### Goal of the exercise
Copy every record exactly, leaving the pictures out.

(Recorded data)
::::::::
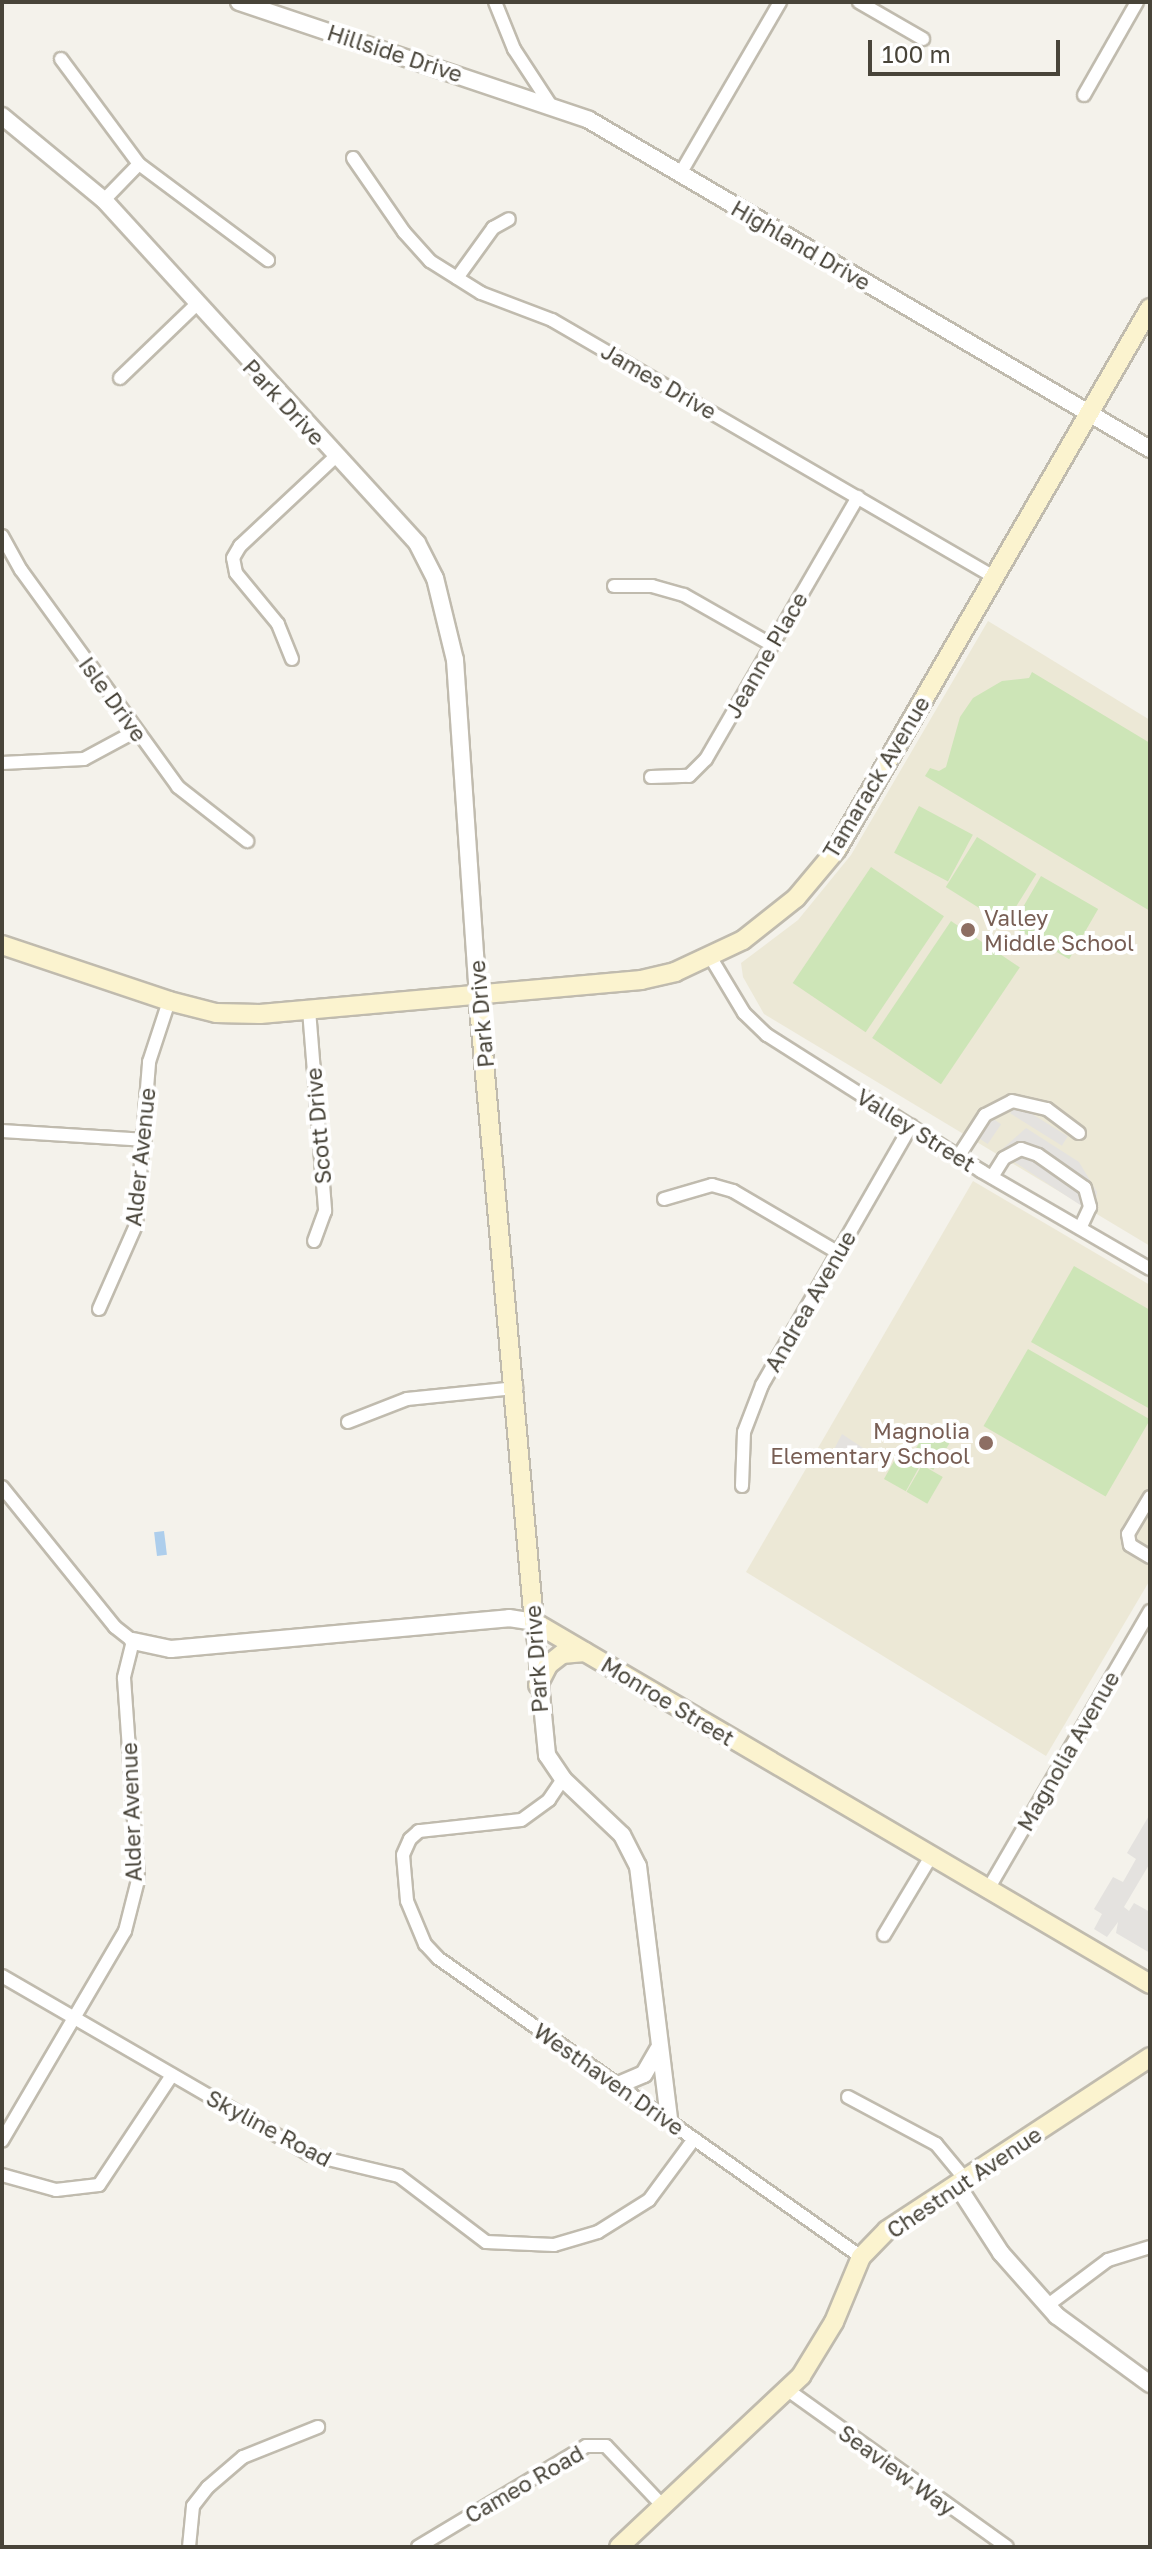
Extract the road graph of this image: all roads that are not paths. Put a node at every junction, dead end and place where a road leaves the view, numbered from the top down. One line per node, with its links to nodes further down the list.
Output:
1 (239, 2): 9 (street, Hillside Drive)
2 (495, 2): 9 (street, Highland Drive)
3 (780, 2): 13 (street)
4 (859, 2): 6 (street)
5 (1137, 2): 8 (street)
6 (923, 39)
7 (61, 59): 12 (street)
8 (1084, 95)
9 (550, 104): 13 (street, Highland Drive)
10 (2, 116): 14 (street, Park Drive)
11 (353, 158): 17 (street, James Drive)
12 (139, 164): 14 (street); 16 (street)
13 (680, 174): 21 (street, Highland Drive)
14 (104, 200): 18 (street, Park Drive)
15 (509, 219): 17 (street)
16 (268, 260)
17 (457, 278): 24 (street, James Drive)
18 (197, 304): 20 (street); 23 (street, Park Drive)
19 (1150, 308): 21 (main road, Tamarack Avenue)
20 (120, 378)
21 (1089, 413): 22 (street, Highland Drive); 26 (main road, Tamarack Avenue)
22 (1150, 449)
23 (335, 457): 29 (street); 36 (street, Park Drive)
24 (858, 497): 26 (street, James Drive); 28 (street, Jeanne Place)
25 (3, 543): 30 (street, Isle Drive)
26 (994, 577): 35 (main road, Tamarack Avenue)
27 (614, 586): 28 (street)
28 (772, 645): 32 (street, Jeanne Place)
29 (292, 659)
30 (136, 731): 31 (street); 33 (street, Isle Drive)
31 (2, 763)
32 (651, 777)
33 (247, 841)
34 (2, 945): 37 (main road, Tamarack Avenue)
35 (711, 958): 36 (main road, Tamarack Avenue); 39 (street, Valley Street)
36 (478, 995): 38 (main road, Tamarack Avenue); 51 (main road, Park Drive)
37 (169, 1001): 38 (main road, Tamarack Avenue); 42 (street, Alder Avenue)
38 (309, 1010): 47 (street, Scott Drive)
39 (911, 1126): 43 (street, Valley Street); 48 (street, Andrea Avenue)
40 (2, 1131): 42 (street)
41 (1079, 1133): 43 (street)
42 (145, 1140): 50 (street, Alder Avenue)
43 (958, 1157): 44 (street, Valley Street)
44 (992, 1177): 46 (street, Valley Street); 46 (street)
45 (664, 1199): 48 (street)
46 (1080, 1228): 49 (street, Valley Street)
47 (314, 1241)
48 (837, 1252): 53 (street, Andrea Avenue)
49 (1150, 1269)
50 (99, 1309)
51 (516, 1388): 52 (street); 58 (main road, Park Drive)
52 (348, 1422)
53 (742, 1486)
54 (2, 1487): 59 (street)
55 (1150, 1497): 56 (street)
56 (1150, 1557)
57 (1150, 1611): 64 (street, Magnolia Avenue)
58 (534, 1622): 59 (street, Monroe Street); 60 (main road, Monroe Street); 61 (street, Park Drive)
59 (133, 1641): 68 (street, Alder Avenue)
60 (585, 1652): 61 (main road); 63 (main road, Monroe Street)
61 (538, 1685): 62 (street, Park Drive)
62 (563, 1779): 69 (street, Park Drive); 72 (street, Westhaven Drive)
63 (930, 1858): 64 (main road, Monroe Street); 65 (street)
64 (987, 1891): 67 (main road, Monroe Street)
65 (884, 1935)
66 (2, 1976): 68 (street, Skyline Road)
67 (1150, 1984)
68 (74, 2018): 71 (street, Skyline Road); 76 (street, Alder Avenue)
69 (658, 2050): 72 (street); 74 (street, Park Drive)
70 (1150, 2057): 78 (main road, Chestnut Avenue)
71 (172, 2075): 75 (street, Skyline Road); 77 (street)
72 (618, 2085): 74 (street, Westhaven Drive)
73 (848, 2097): 78 (street)
74 (669, 2120): 75 (street, Westhaven Drive)
75 (694, 2139): 80 (street, Westhaven Drive)
76 (2, 2141)
77 (2, 2175)
78 (961, 2182): 80 (main road, Chestnut Avenue); 81 (street)
79 (1150, 2247): 81 (street)
80 (861, 2257): 83 (main road, Chestnut Avenue)
81 (1048, 2305): 82 (street)
82 (1150, 2384)
83 (788, 2390): 85 (main road, Chestnut Avenue); 89 (street, Seaview Way)
84 (318, 2427): 86 (street)
85 (661, 2504): 87 (street, Cameo Road); 88 (main road, Chestnut Avenue)
86 (189, 2547)
87 (418, 2547)
88 (619, 2547)
89 (1007, 2547)

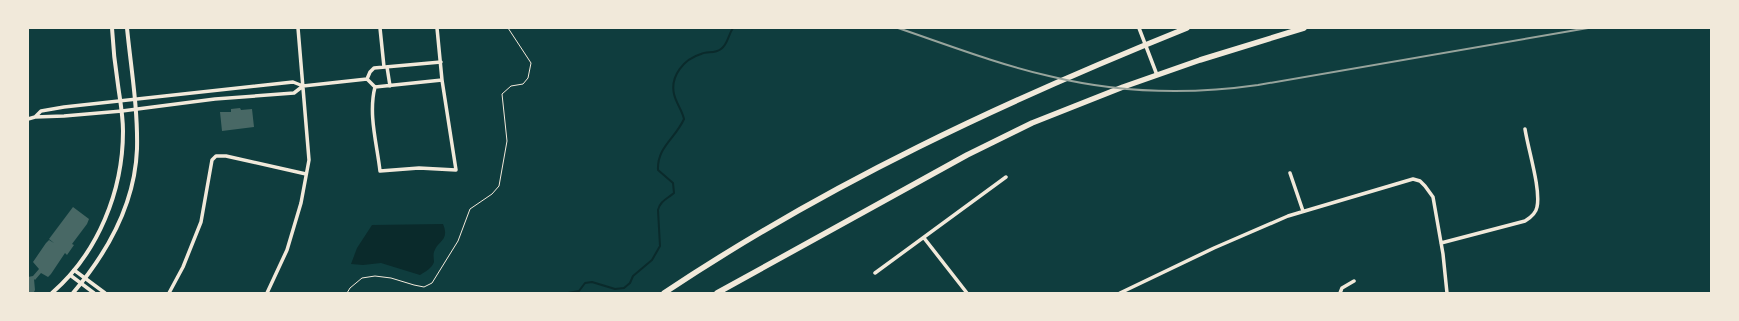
::::::::
### Exercise output
Extract the road graph of this image: all roads that are not paths. Put a node at every junction, dead end and place where a road leaves the view, numbered from the top down. One line per node, with its links to nodes further down the list.
Output:
1 (239, 2): 9 (street, Hillside Drive)
2 (495, 2): 9 (street, Highland Drive)
3 (780, 2): 13 (street)
4 (859, 2): 6 (street)
5 (1137, 2): 8 (street)
6 (923, 39)
7 (61, 59): 12 (street)
8 (1084, 95)
9 (550, 104): 13 (street, Highland Drive)
10 (2, 116): 14 (street, Park Drive)
11 (353, 158): 17 (street, James Drive)
12 (139, 164): 14 (street); 16 (street)
13 (680, 174): 21 (street, Highland Drive)
14 (104, 200): 18 (street, Park Drive)
15 (509, 219): 17 (street)
16 (268, 260)
17 (457, 278): 24 (street, James Drive)
18 (197, 304): 20 (street); 23 (street, Park Drive)
19 (1150, 308): 21 (main road, Tamarack Avenue)
20 (120, 378)
21 (1089, 413): 22 (street, Highland Drive); 26 (main road, Tamarack Avenue)
22 (1150, 449)
23 (335, 457): 29 (street); 36 (street, Park Drive)
24 (858, 497): 26 (street, James Drive); 28 (street, Jeanne Place)
25 (3, 543): 30 (street, Isle Drive)
26 (994, 577): 35 (main road, Tamarack Avenue)
27 (614, 586): 28 (street)
28 (772, 645): 32 (street, Jeanne Place)
29 (292, 659)
30 (136, 731): 31 (street); 33 (street, Isle Drive)
31 (2, 763)
32 (651, 777)
33 (247, 841)
34 (2, 945): 37 (main road, Tamarack Avenue)
35 (711, 958): 36 (main road, Tamarack Avenue); 39 (street, Valley Street)
36 (478, 995): 38 (main road, Tamarack Avenue); 51 (main road, Park Drive)
37 (169, 1001): 38 (main road, Tamarack Avenue); 42 (street, Alder Avenue)
38 (309, 1010): 47 (street, Scott Drive)
39 (911, 1126): 43 (street, Valley Street); 48 (street, Andrea Avenue)
40 (2, 1131): 42 (street)
41 (1079, 1133): 43 (street)
42 (145, 1140): 50 (street, Alder Avenue)
43 (958, 1157): 44 (street, Valley Street)
44 (992, 1177): 46 (street, Valley Street); 46 (street)
45 (664, 1199): 48 (street)
46 (1080, 1228): 49 (street, Valley Street)
47 (314, 1241)
48 (837, 1252): 53 (street, Andrea Avenue)
49 (1150, 1269)
50 (99, 1309)
51 (516, 1388): 52 (street); 58 (main road, Park Drive)
52 (348, 1422)
53 (742, 1486)
54 (2, 1487): 59 (street)
55 (1150, 1497): 56 (street)
56 (1150, 1557)
57 (1150, 1611): 64 (street, Magnolia Avenue)
58 (534, 1622): 59 (street, Monroe Street); 60 (main road, Monroe Street); 61 (street, Park Drive)
59 (133, 1641): 68 (street, Alder Avenue)
60 (585, 1652): 61 (main road); 63 (main road, Monroe Street)
61 (538, 1685): 62 (street, Park Drive)
62 (563, 1779): 69 (street, Park Drive); 72 (street, Westhaven Drive)
63 (930, 1858): 64 (main road, Monroe Street); 65 (street)
64 (987, 1891): 67 (main road, Monroe Street)
65 (884, 1935)
66 (2, 1976): 68 (street, Skyline Road)
67 (1150, 1984)
68 (74, 2018): 71 (street, Skyline Road); 76 (street, Alder Avenue)
69 (658, 2050): 72 (street); 74 (street, Park Drive)
70 (1150, 2057): 78 (main road, Chestnut Avenue)
71 (172, 2075): 75 (street, Skyline Road); 77 (street)
72 (618, 2085): 74 (street, Westhaven Drive)
73 (848, 2097): 78 (street)
74 (669, 2120): 75 (street, Westhaven Drive)
75 (694, 2139): 80 (street, Westhaven Drive)
76 (2, 2141)
77 (2, 2175)
78 (961, 2182): 80 (main road, Chestnut Avenue); 81 (street)
79 (1150, 2247): 81 (street)
80 (861, 2257): 83 (main road, Chestnut Avenue)
81 (1048, 2305): 82 (street)
82 (1150, 2384)
83 (788, 2390): 85 (main road, Chestnut Avenue); 89 (street, Seaview Way)
84 (318, 2427): 86 (street)
85 (661, 2504): 87 (street, Cameo Road); 88 (main road, Chestnut Avenue)
86 (189, 2547)
87 (418, 2547)
88 (619, 2547)
89 (1007, 2547)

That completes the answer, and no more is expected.